Open Participatory Organizations — Breaking Kayfabe

Brian Bradley
4 min readMar 13, 2018
The image is released free of copyrights under Creative Commons CC0.

Pablo Picasso is credited for saying “Bad Artists Copy, Great Artists Steal.” So I confess that I stole a great idea from Eric Weinstein for my Master thesis last year. Although my initial aspiration might have been to be a great artist, my actual theft of Weinstein’s clever idea came closer to a bad copy. It does, however, give me a good starting position for another piece on Open Participatory Organizations (“OPO”).

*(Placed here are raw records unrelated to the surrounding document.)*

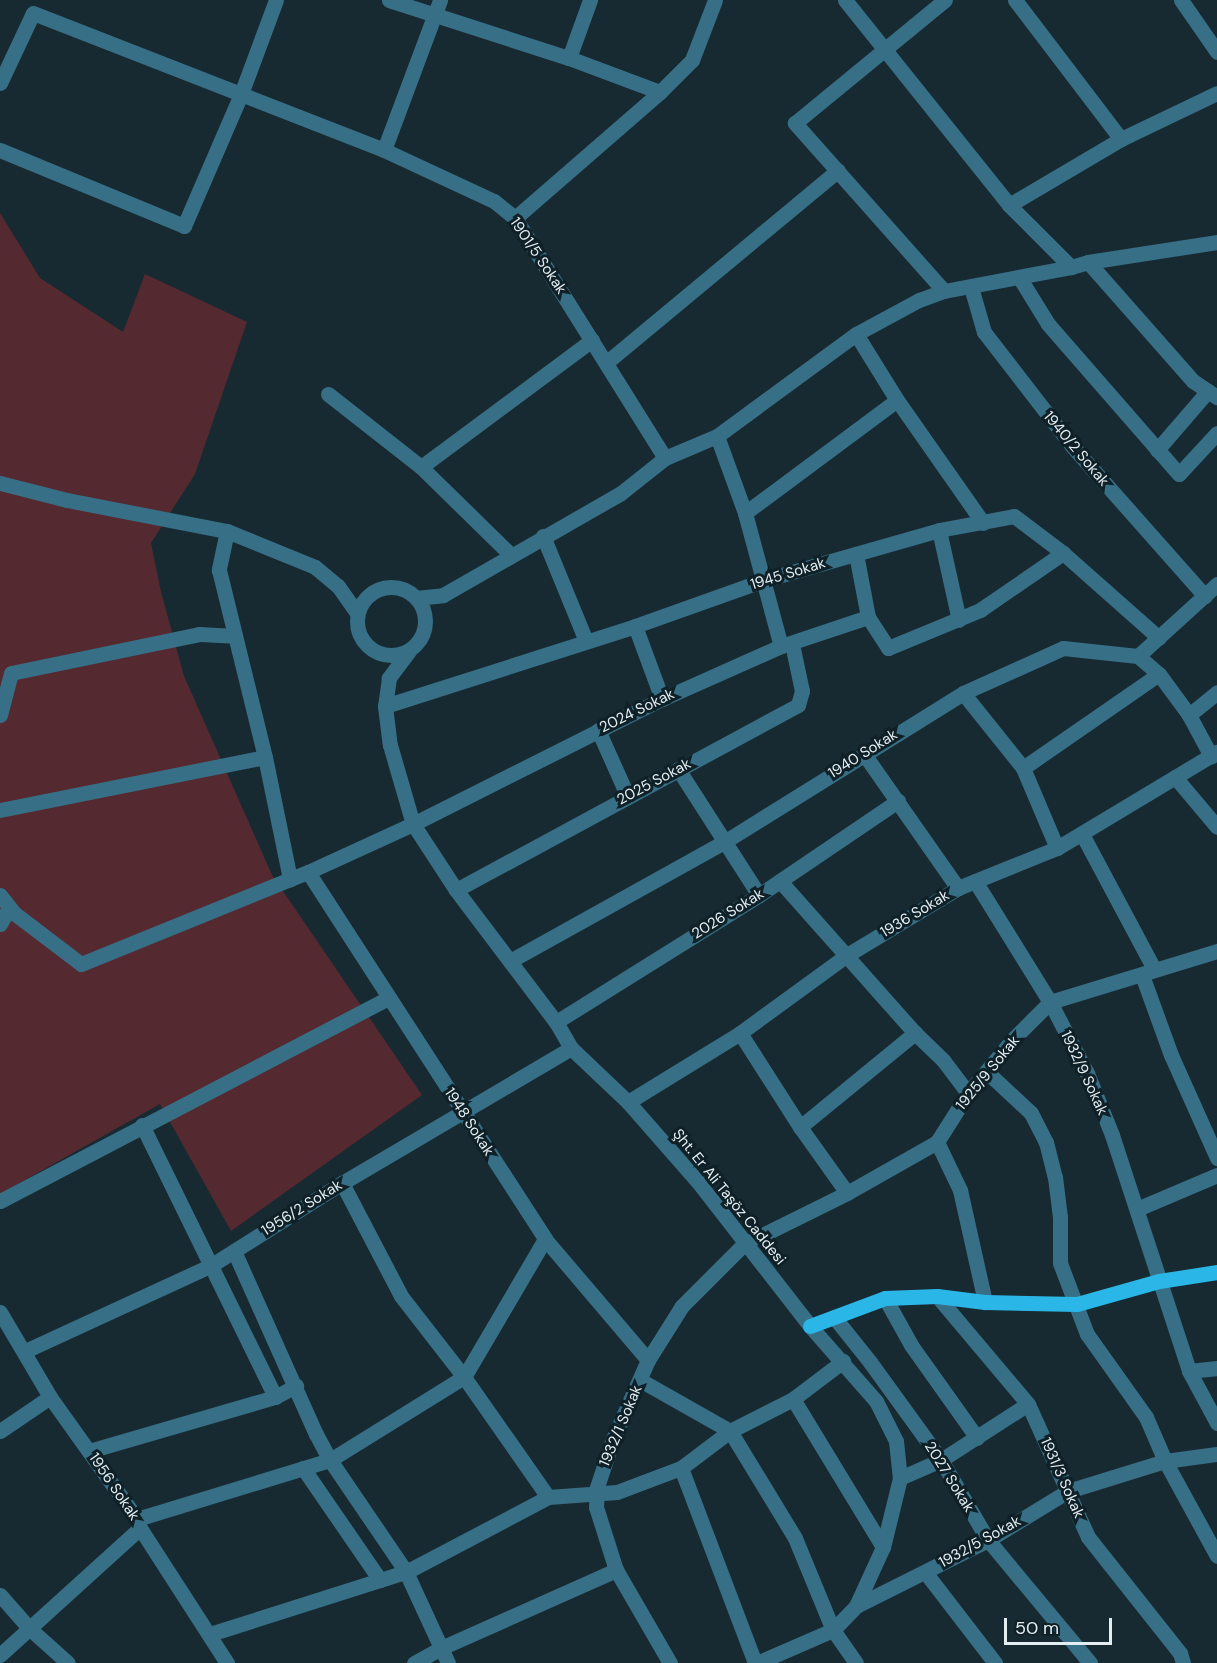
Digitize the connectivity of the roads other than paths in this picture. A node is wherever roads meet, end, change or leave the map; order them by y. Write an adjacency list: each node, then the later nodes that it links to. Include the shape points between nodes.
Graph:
1 (276, 0): 18 (street)
2 (389, 0): 11 (street)
3 (440, 0): 11 (street)
4 (590, 0): 14 (street)
5 (715, 0): 16 (street, via 692,60)
6 (845, 0): 12 (street)
7 (1015, 0): 19 (street)
8 (1181, 0): 13 (street)
9 (938, 2): 12 (street)
10 (32, 7): 15 (street, 1901/5 Sokak); 18 (street, 1901/5 Sokak)
11 (434, 16): 14 (street); 21 (street)
12 (885, 47): 22 (street, via 795,123); 23 (street)
13 (1217, 52)
14 (569, 58): 16 (street)
15 (0, 83)
16 (660, 92): 24 (street)
17 (1217, 93): 19 (street)
18 (241, 94): 20 (street, via 184,226); 21 (street, 1901/5 Sokak)
19 (1121, 139): 23 (street)
20 (0, 150)
21 (384, 150): 24 (street, 1901/5 Sokak, via 494,201)
22 (838, 170): 31 (street); 34 (street)
23 (1009, 205): 28 (street)
24 (514, 218): 33 (street, 1901/5 Sokak)
25 (1210, 244): 26 (street); 27 (street)
26 (1217, 256)
27 (1089, 262): 28 (street); 36 (street, via 1193,381)
28 (1071, 267): 29 (street)
29 (1019, 277): 30 (street); 40 (street, via 1048,324)
30 (971, 287): 31 (street); 57 (street, 1940/2 Sokak, via 984,332 1073,447)
31 (944, 291): 32 (street)
32 (856, 334): 37 (street); 39 (street)
33 (592, 340): 34 (street, 1901/5 Sokak); 42 (street)
34 (607, 362): 41 (street, 1901/5 Sokak)
35 (328, 394): 42 (street)
36 (1213, 394): 40 (street)
37 (897, 400): 44 (street); 45 (street)
38 (1217, 433): 40 (street, via 1179,474)
39 (717, 436): 41 (street); 44 (street, 2025 Sokak)
40 (1157, 450)
41 (665, 458): 48 (street, via 621,493)
42 (421, 467): 51 (street)
43 (0, 483): 47 (street)
44 (745, 513): 52 (street, 2025 Sokak)
45 (983, 523): 46 (street, 1945 Sokak); 49 (street, 1945 Sokak, via 1014,516)
46 (939, 530): 50 (street, 1945 Sokak); 61 (street)
47 (226, 531): 54 (street, via 315,567); 64 (street, via 219,570)
48 (543, 536): 51 (street); 66 (street)
49 (1063, 553): 61 (street); 65 (street, 1945 Sokak)
50 (856, 554): 52 (street, 1945 Sokak); 60 (street)
51 (512, 555): 55 (street)
52 (764, 580): 62 (street, 1945 Sokak); 67 (street, 2025 Sokak)
53 (1217, 584): 57 (street)
54 (338, 586): 56 (street); 59 (street)
55 (443, 595): 58 (street); 63 (street)
56 (367, 596): 58 (street, via 386,587); 59 (street)
57 (1205, 597): 65 (street)
58 (416, 598): 63 (street, via 425,616)
59 (357, 613): 69 (street, via 358,632)
60 (868, 617): 61 (street, via 888,648); 67 (street, 2024 Sokak)
61 (959, 620)
62 (635, 626): 66 (street, 1945 Sokak); 75 (street)
63 (425, 627): 68 (street, via 422,637)
64 (235, 636): 77 (street, via 199,634 11,673); 82 (street)
65 (1159, 638): 70 (street)
66 (586, 641): 76 (street, 1945 Sokak)
67 (786, 645): 75 (street, 2024 Sokak); 84 (street, 2025 Sokak, via 802,692 798,705)
68 (409, 651): 69 (street, via 385,656); 72 (street)
69 (376, 653): 72 (street)
70 (1138, 656): 71 (street); 74 (street, 1940 Sokak, via 1063,648)
71 (1159, 674): 78 (street); 83 (street)
72 (388, 678): 76 (street, Şht. Er Ali Taşöz Caddesi)
73 (1217, 692): 78 (street)
74 (963, 693): 80 (street, 1940 Sokak); 83 (street)
75 (662, 699): 79 (street, 2024 Sokak)
76 (385, 706): 89 (street, Şht. Er Ali Taşöz Caddesi, via 390,745)
77 (0, 715)
78 (1189, 715): 81 (street)
79 (598, 730): 86 (street); 89 (street, 2024 Sokak)
80 (864, 754): 87 (street); 92 (street, 1940 Sokak)
81 (1214, 754): 85 (street, 1936 Sokak)
82 (265, 757): 88 (street); 95 (street)
83 (1023, 768): 93 (street)
84 (678, 769): 86 (street, 2025 Sokak); 92 (street)
85 (1175, 777): 90 (street); 91 (street, 1936 Sokak)
86 (628, 797): 99 (street, 2025 Sokak)
87 (898, 801): 96 (street, 2026 Sokak); 98 (street)
88 (0, 810)
89 (413, 824): 94 (street, 2024 Sokak); 99 (street, Şht. Er Ali Taşöz Caddesi)
90 (1217, 827)
91 (1083, 834): 93 (street, 1936 Sokak); 107 (street)
92 (724, 842): 101 (street); 106 (street, 1940 Sokak)
93 (1057, 848): 97 (street, 1936 Sokak)
94 (308, 872): 95 (street, 2024 Sokak); 108 (street, 1948 Sokak)
95 (290, 879): 102 (street, 2024 Sokak, via 81,964)
96 (780, 881): 101 (street, 2026 Sokak); 105 (street)
97 (975, 881): 98 (street, 1936 Sokak); 109 (street, 1932/9 Sokak)
98 (958, 888): 105 (street, 1936 Sokak)
99 (456, 890): 106 (street, Şht. Er Ali Taşöz Caddesi)
100 (0, 895): 102 (street)
101 (759, 895): 110 (street, 2026 Sokak)
102 (9, 908): 103 (street)
103 (0, 924)
104 (1217, 951): 107 (street, 1925/9 Sokak)
105 (846, 955): 111 (street); 112 (street, 1936 Sokak)
106 (510, 961): 110 (street, Şht. Er Ali Taşöz Caddesi)
107 (1148, 972): 109 (street, 1925/9 Sokak); 121 (street, via 1171,1055)
108 (389, 998): 117 (street, 1948 Sokak); 118 (street)
109 (1050, 1002): 114 (street, 1925/9 Sokak); 126 (street, 1932/9 Sokak, via 1087,1073)
110 (555, 1022): 113 (street, Şht. Er Ali Taşöz Caddesi)
111 (915, 1033): 115 (street, via 943,1060); 119 (street)
112 (740, 1034): 116 (street, 1936 Sokak); 119 (street)
113 (571, 1048): 116 (street, Şht. Er Ali Taşöz Caddesi); 117 (street, 1956/2 Sokak)
114 (987, 1072): 115 (street, 1925/9 Sokak); 136 (street, via 1030,1113 1046,1142 1060,1217 1060,1263)
115 (968, 1093): 120 (street, 1925/9 Sokak)
116 (628, 1102): 128 (street, Şht. Er Ali Taşöz Caddesi, via 698,1182)
117 (462, 1111): 123 (street, 1956/2 Sokak); 127 (street, 1948 Sokak)
118 (142, 1125): 125 (street); 130 (street)
119 (800, 1127): 124 (street)
120 (937, 1142): 124 (street, 1925/9 Sokak); 135 (street, via 960,1190)
121 (1217, 1158)
122 (1217, 1175): 126 (street)
123 (342, 1183): 129 (street, 1956/2 Sokak); 145 (street, via 402,1296)
124 (847, 1193): 128 (street, 1925/9 Sokak)
125 (0, 1201)
126 (1137, 1209): 132 (street, 1932/9 Sokak)
127 (545, 1239): 141 (street, 1948 Sokak); 145 (street)
128 (744, 1244): 139 (street, Şht. Er Ali Taşöz Caddesi); 141 (street, 1932/1 Sokak, via 682,1306)
129 (234, 1251): 130 (street, 1956/2 Sokak); 147 (street)
130 (210, 1266): 140 (street, 1956/2 Sokak); 149 (street)
131 (1217, 1272): 132 (main road)
132 (1159, 1281): 136 (main road); 144 (street, 1932/9 Sokak)
133 (937, 1296): 134 (main road); 135 (main road); 151 (street, 1931/3 Sokak)
134 (885, 1298): 138 (main road); 155 (street, via 911,1345)
135 (985, 1302): 136 (main road)
136 (1077, 1304): 160 (street, via 1087,1334 1146,1417)
137 (0, 1312): 140 (street, 1956 Sokak)
138 (834, 1317): 139 (main road); 159 (street, 2027 Sokak)
139 (810, 1326): 142 (street, Şht. Er Ali Taşöz Caddesi)
140 (25, 1351): 148 (street, 1956 Sokak)
141 (648, 1360): 146 (street, 1932/1 Sokak)
142 (843, 1361): 150 (street); 163 (street, Şht. Er Ali Taşöz Caddesi, via 876,1401 896,1441)
143 (1217, 1368): 144 (street)
144 (1189, 1371): 152 (street, 1932/9 Sokak)
145 (464, 1377): 158 (street); 166 (street)
146 (640, 1380): 154 (street); 165 (street, 1932/1 Sokak, via 613,1439)
147 (296, 1386): 149 (street); 158 (street)
148 (50, 1397): 153 (street); 156 (street, 1956 Sokak)
149 (275, 1397): 156 (street)
150 (793, 1398): 154 (street); 169 (street)
151 (1028, 1404): 155 (street); 164 (street, 1931/3 Sokak)
152 (1217, 1423)
153 (0, 1431)
154 (730, 1431): 162 (street); 178 (street, via 795,1538)
155 (977, 1438): 159 (street)
156 (89, 1451): 167 (street, 1956 Sokak)
157 (1217, 1454): 160 (street, 1932/5 Sokak)
158 (330, 1460): 161 (street); 172 (street)
159 (941, 1460): 163 (street); 168 (street, 2027 Sokak)
160 (1165, 1461): 164 (street, 1932/5 Sokak); 170 (street)
161 (303, 1468): 167 (street); 174 (street)
162 (681, 1468): 165 (street, via 617,1492); 187 (street)
163 (900, 1478): 169 (street)
164 (1068, 1491): 168 (street, 1932/5 Sokak); 191 (street, 1931/3 Sokak, via 1089,1537 1180,1653)
165 (597, 1492): 166 (street); 171 (street, 1932/1 Sokak, via 602,1532)
166 (548, 1497): 172 (street)
167 (139, 1523): 177 (street); 179 (street, 1956 Sokak)
168 (988, 1540): 173 (street, 1932/5 Sokak); 190 (street, 2027 Sokak)
169 (883, 1546): 176 (street)
170 (1217, 1556)
171 (616, 1570): 180 (street); 186 (street, 1932/1 Sokak)
172 (406, 1572): 174 (street); 180 (street)
173 (925, 1572): 176 (street, 1932/5 Sokak); 189 (street)
174 (380, 1580): 179 (street)
175 (0, 1595): 177 (street)
176 (856, 1606): 178 (street, 1932/5 Sokak)
177 (29, 1628): 181 (street); 182 (street)
178 (834, 1630): 187 (street, 1932/5 Sokak); 188 (street)
179 (210, 1634): 183 (street, 1956 Sokak)
180 (441, 1648): 184 (street); 185 (street)
181 (0, 1655)
182 (68, 1663)
183 (227, 1663)
184 (414, 1663)
185 (448, 1663)
186 (670, 1663)
187 (756, 1663)
188 (856, 1663)
189 (994, 1663)
190 (1090, 1663)
191 (1183, 1663)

My thesis entitled Breaking Kayfabe was inspired by Weinstein’s answer to the 2011 Annual Question on Edge.org, which he entitled Kayfabe and wrote:

The sophisticated “scientific concept” with the greatest potential to enhance human understanding may be argued to come not from the halls of academe, but rather from the unlikely research environment of professional wrestling.

Weinstein describes the history of the multi-billion dollar business of Kayfabe, the insider code word for pro wrestling, and explains that “breaking Kayfabe” is the violation the sacred code of pro wrestling — saying or doing anything that would let on to outsiders that it is all pretend.

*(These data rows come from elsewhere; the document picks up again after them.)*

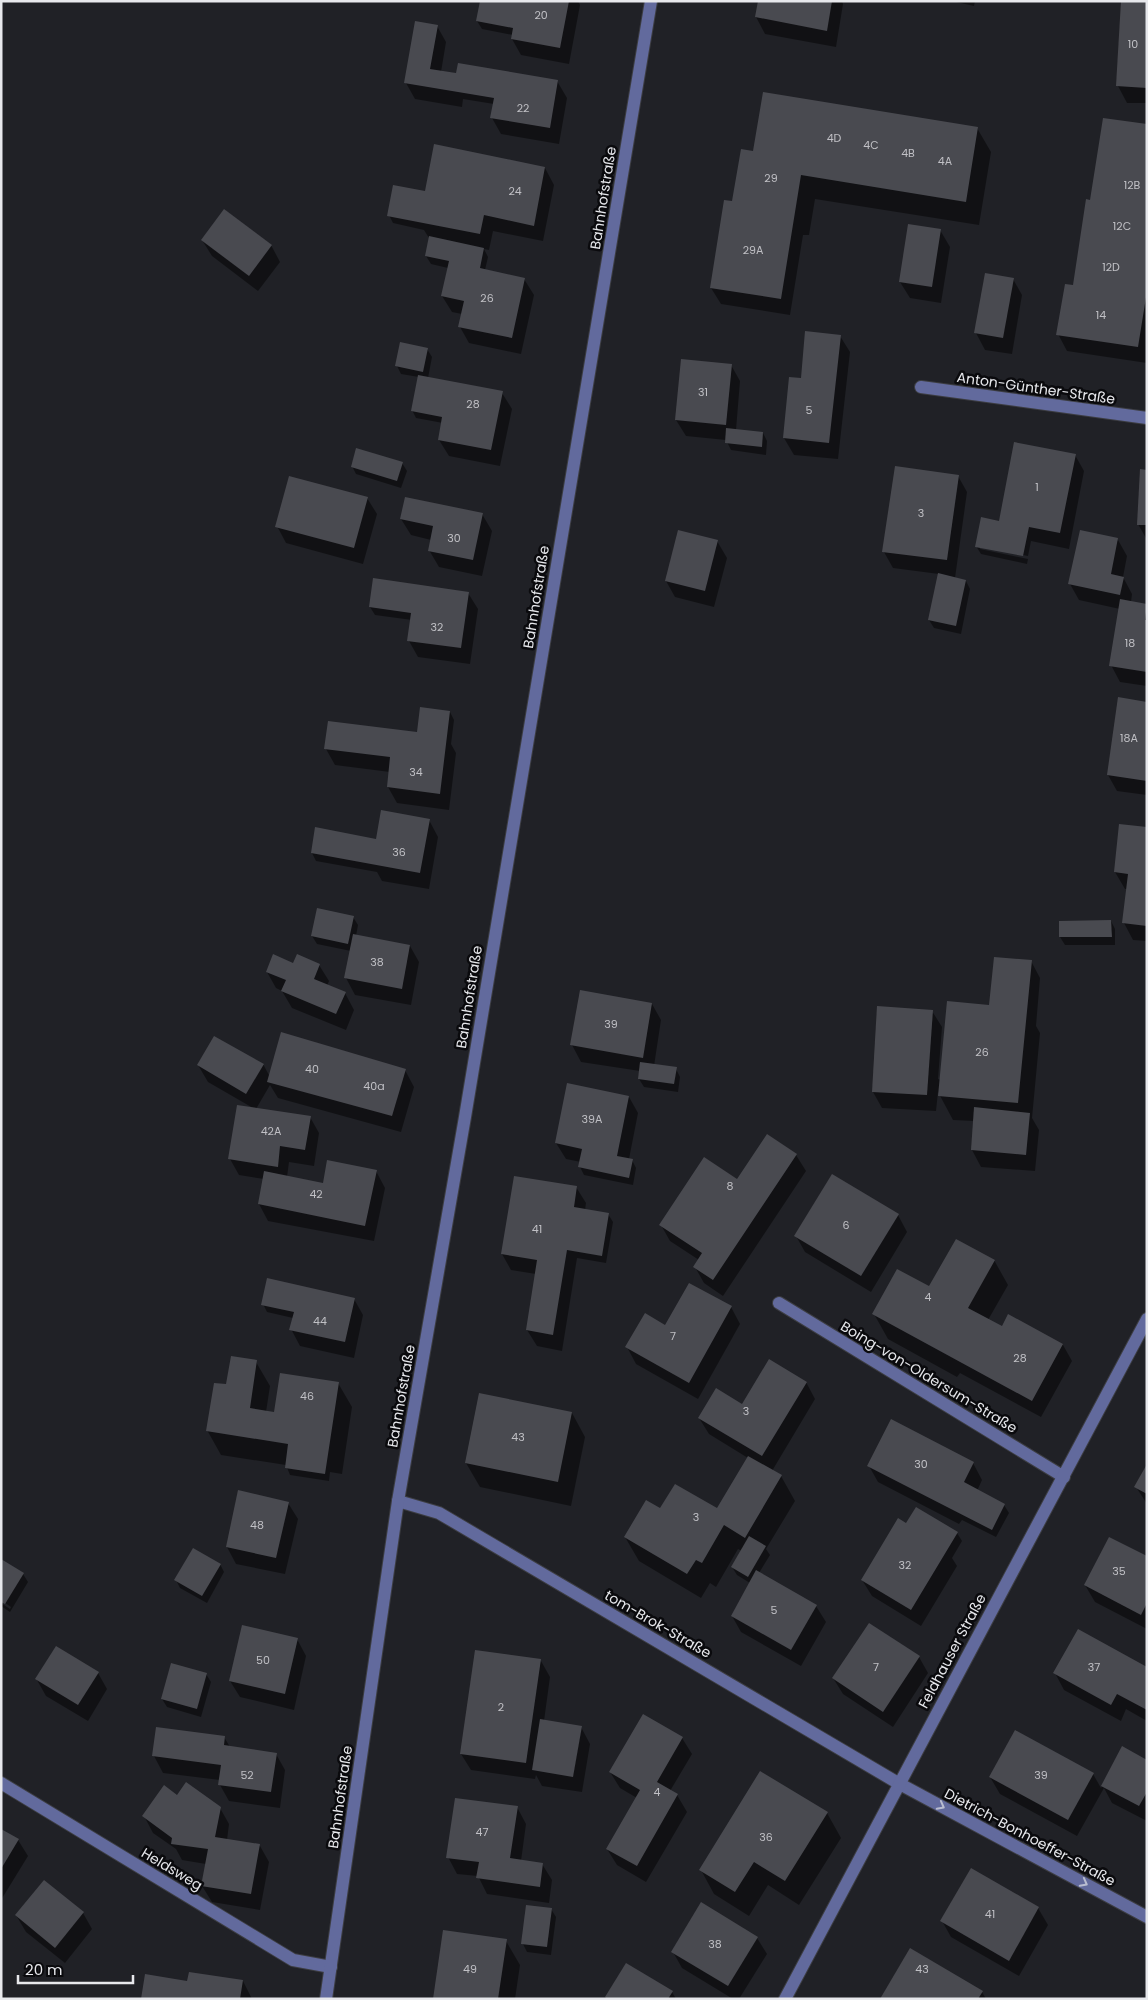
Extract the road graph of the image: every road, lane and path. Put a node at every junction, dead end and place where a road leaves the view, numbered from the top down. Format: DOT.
graph roads {
  1 [pos="651,1"];
  2 [pos="921,387"];
  3 [pos="1147,418"];
  4 [pos="779,1303"];
  5 [pos="1147,1319"];
  6 [pos="1064,1477"];
  7 [pos="398,1501"];
  8 [pos="1,1783"];
  9 [pos="898,1783"];
  10 [pos="1147,1917"];
  11 [pos="331,1967"];
  12 [pos="326,1999"];
  13 [pos="785,1999"];
  1 -- 7 [label="street, Bahnhofstraße"];
  2 -- 3 [label="street, Anton-Günther-Straße"];
  4 -- 6 [label="street, Boing-von-Oldersum-Straße"];
  5 -- 6 [label="street, Feldhauser Straße"];
  6 -- 9 [label="street, Feldhauser Straße"];
  7 -- 9 [label="street, tom-Brok-Straße"];
  7 -- 11 [label="street, Bahnhofstraße"];
  8 -- 11 [label="street, Heldsweg"];
  9 -- 10 [label="street, Dietrich-Bonhoeffer-Straße, one-way"];
  9 -- 13 [label="street, Feldhauser Straße"];
  11 -- 12 [label="street, Bahnhofstraße"];
}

Weinstein writes that Kayfabe has been so successful because its “seems to have discovered the limits of how much disbelief the human mind is capable of successfully suspending before fantasy and reality become fully conflated.” Weinstein suggests that by understanding Kayfabe as a “sophisticated scientific concept,” human thinking might be “enhanced” to see through the pretending that goes on in such fields as economic theory, politics, and science and begin to see the “pure information” behind the fantasy.

OPO — A Realist Position

When I joke that our organizational life is like pro wrestling, people laugh uncomfortably the way a joke makes us laugh when it exposes what is actually happening, even though we all pretend otherwise. At a recent 3-day OPO workshop in Norway, Bonnitta Roy (See Our Future at Work) opened the first morning with the statement that the OPO is committed to a realist position versus an idealist position. This means in the OPO, we are interested in talking about what is actually happening in organizational life.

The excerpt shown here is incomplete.